I hesitated, uncertain whether it would have been better to sit on the foot of the king’s bed—which would have been more comfortable for me—to remain standing, or to kneel on the floor beside the bed.

I absolutely hated the idea of kneeling before King Julius in any way, so I settled on dropping into a massively uncomfortable crouch that put me at the level of the king’s feet without making it look like I was deferring to him.

A little too late, the sounds and shuffling from some of the noblemen observing the scene made me feel like they’d noticed.

I concentrated on the king, saying, “May I?” and waiting for his nod before handling his foot.

It was just a cut. It ran along the top of his foot, but was fairly deep. Almost as if he’d dropped a knife on his foot while preparing something in a kitchen. The idea of King Julius preparing his own food was preposterous, though.

What was unusual about the cut was that it was not healing on its own.

“How long ago were you injured, your majesty?” I asked, touching my fingertips to the area around the wound and finding it hot to the touch. That meant infection was setting in.

“Five days ago,” the king answered. He gave no further details, and I had a feeling it wouldn’t be a good idea to ask.

I glanced to Mara. “Do we have fresh water?” I asked, setting my healer’s kit on the side of the bed and opening it to take out iodine and the tincture I’d concocted to fight off infections. The tincture was a little something of my own devising, combining a few herbs that I felt worked better for these things than others that were more commonly used.

Mara stepped to the side and fetched a pitcher and glass without saying a word. The fact that she knew where everything was in the king’s room and that no one would question her actions made me incredibly nervous.

“What is that?” the king asked as I opened my bottle of iodine and tipped some onto a tuft of clean cotton that I kept in my kit, though it was running out quickly.

“It’s to fight the infection, your majesty,” I told him, my hands shaking subtly. “May I proceed?”

King Julius narrowed his eyes for a moment. “Is this some rustic, frontier cure?” he asked.

I gulped at the reminder that he knew who I was and where I’d come from. “I believe it is universal, your majesty.”

The king merely grunted, then waved his hand for me to proceed with daubing the orange-yellow liquid over his cut. He winced and jerked his foot back at the sting when the iodine hit his wound. Part of me wanted to tell him that his brother had been far braver when Galina and I had treated him with iodine after Edik had stabbed him the year before, but the last thing I wanted was for King Julius to know how well I knew Magnus.

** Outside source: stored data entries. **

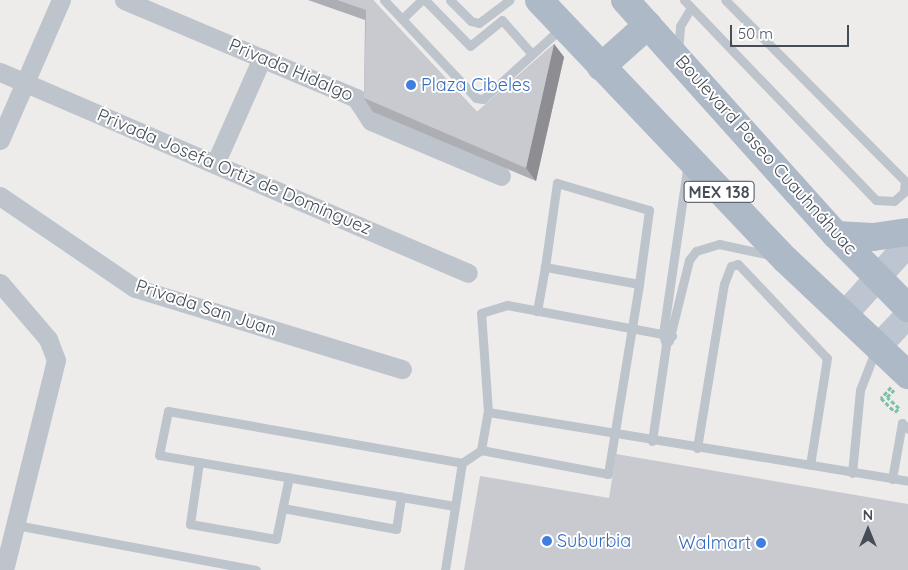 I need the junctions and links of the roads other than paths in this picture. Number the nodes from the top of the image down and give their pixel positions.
1 (61, 0) edge
2 (124, 0) edge
3 (384, 0) edge
4 (423, 0) edge
5 (450, 0) edge
6 (509, 0) edge
7 (539, 0) edge
8 (684, 0) edge
9 (725, 0) edge
10 (692, 8) junction
11 (637, 10) edge
12 (402, 19) junction
13 (563, 26) junction
14 (532, 54) junction
15 (678, 56) junction
16 (262, 58) junction
17 (601, 67) junction
18 (0, 72) edge
19 (26, 82) junction
20 (0, 140) edge
21 (689, 161) junction
22 (215, 164) junction
23 (501, 176) dead end
24 (0, 196) edge
25 (908, 232) edge
26 (836, 235) junction
27 (908, 244) edge
28 (786, 260) junction
29 (545, 267) junction
30 (468, 273) dead end
31 (877, 278) junction
32 (0, 283) edge
33 (639, 284) junction
34 (908, 308) edge
35 (537, 311) junction
36 (844, 315) junction
37 (908, 315) edge
38 (632, 328) junction
39 (668, 335) junction
40 (878, 347) junction
41 (402, 370) dead end
42 (908, 375) edge
43 (488, 412) junction
44 (908, 429) edge
45 (614, 435) junction
46 (652, 441) junction
47 (697, 448) junction
48 (482, 450) junction
49 (200, 462) junction
50 (462, 463) junction
51 (810, 464) junction
52 (852, 473) junction
53 (289, 477) junction
54 (892, 479) junction
55 (908, 481) edge
56 (401, 496) junction
57 (454, 506) junction
58 (283, 508) junction
59 (16, 526) junction
60 (4, 570) edge
61 (256, 570) edge
62 (446, 570) edge

1 - 19 street
2 - 16 street, Privada Hidalgo
3 - 12 lane
4 - 12 lane
4 - 14 lane
5 - 6 lane
7 - 13 main road, MEX 138
8 - 10 lane
9 - 10 lane
10 - 15 lane
11 - 15 main road, Boulevard Paseo Cuauhnáhuac / MEX 138
11 - 17 main road
12 - 14 lane
13 - 14 lane
13 - 17 main road, MEX 138
15 - 26 main road, Boulevard Paseo Cuauhnáhuac / MEX 138
16 - 22 street
16 - 23 street, Privada Hidalgo
17 - 21 main road, MEX 138
18 - 19 street, Privada Josefa Ortiz de Domínguez
19 - 20 street
19 - 22 street, Privada Josefa Ortiz de Domínguez
21 - 28 main road, MEX 138
21 - 39 lane
22 - 30 street, Privada Josefa Ortiz de Domínguez
24 - 41 street, Privada San Juan
25 - 26 main road
26 - 31 main road, Boulevard Paseo Cuauhnáhuac / MEX 138
27 - 31 street
28 - 36 main road, MEX 138
28 - 39 lane
29 - 33 lane
29 - 33 lane
29 - 35 lane
31 - 34 main road, Boulevard Paseo Cuauhnáhuac / MEX 138
31 - 36 street
32 - 59 street
33 - 38 lane
35 - 38 lane
35 - 43 lane
36 - 40 main road, MEX 138
37 - 40 street
38 - 39 lane
38 - 45 lane
39 - 46 lane
40 - 42 main road, MEX 138
40 - 52 lane
43 - 45 lane
43 - 48 lane
44 - 54 lane
45 - 46 lane
45 - 48 lane
46 - 47 lane
47 - 51 lane
47 - 51 lane
48 - 50 lane
49 - 50 lane
49 - 53 lane
49 - 58 lane
50 - 57 lane
51 - 52 lane
52 - 54 lane
53 - 56 lane
53 - 58 lane
54 - 55 lane
56 - 57 lane
56 - 58 lane
57 - 62 lane
59 - 60 street
59 - 61 lane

Mara brought me the jug and even poured some water into the glass. I finished daubing the king’s foot with iodine, then hastily opened my infection tincture and measured out a dose into the glass of water.

“Drink this, your majesty,” I said offering the glass to him.

The king reacted as though I’d wielded a knife at him. “What sort of trickery is this?” he demanded. “Are you trying to poison me?”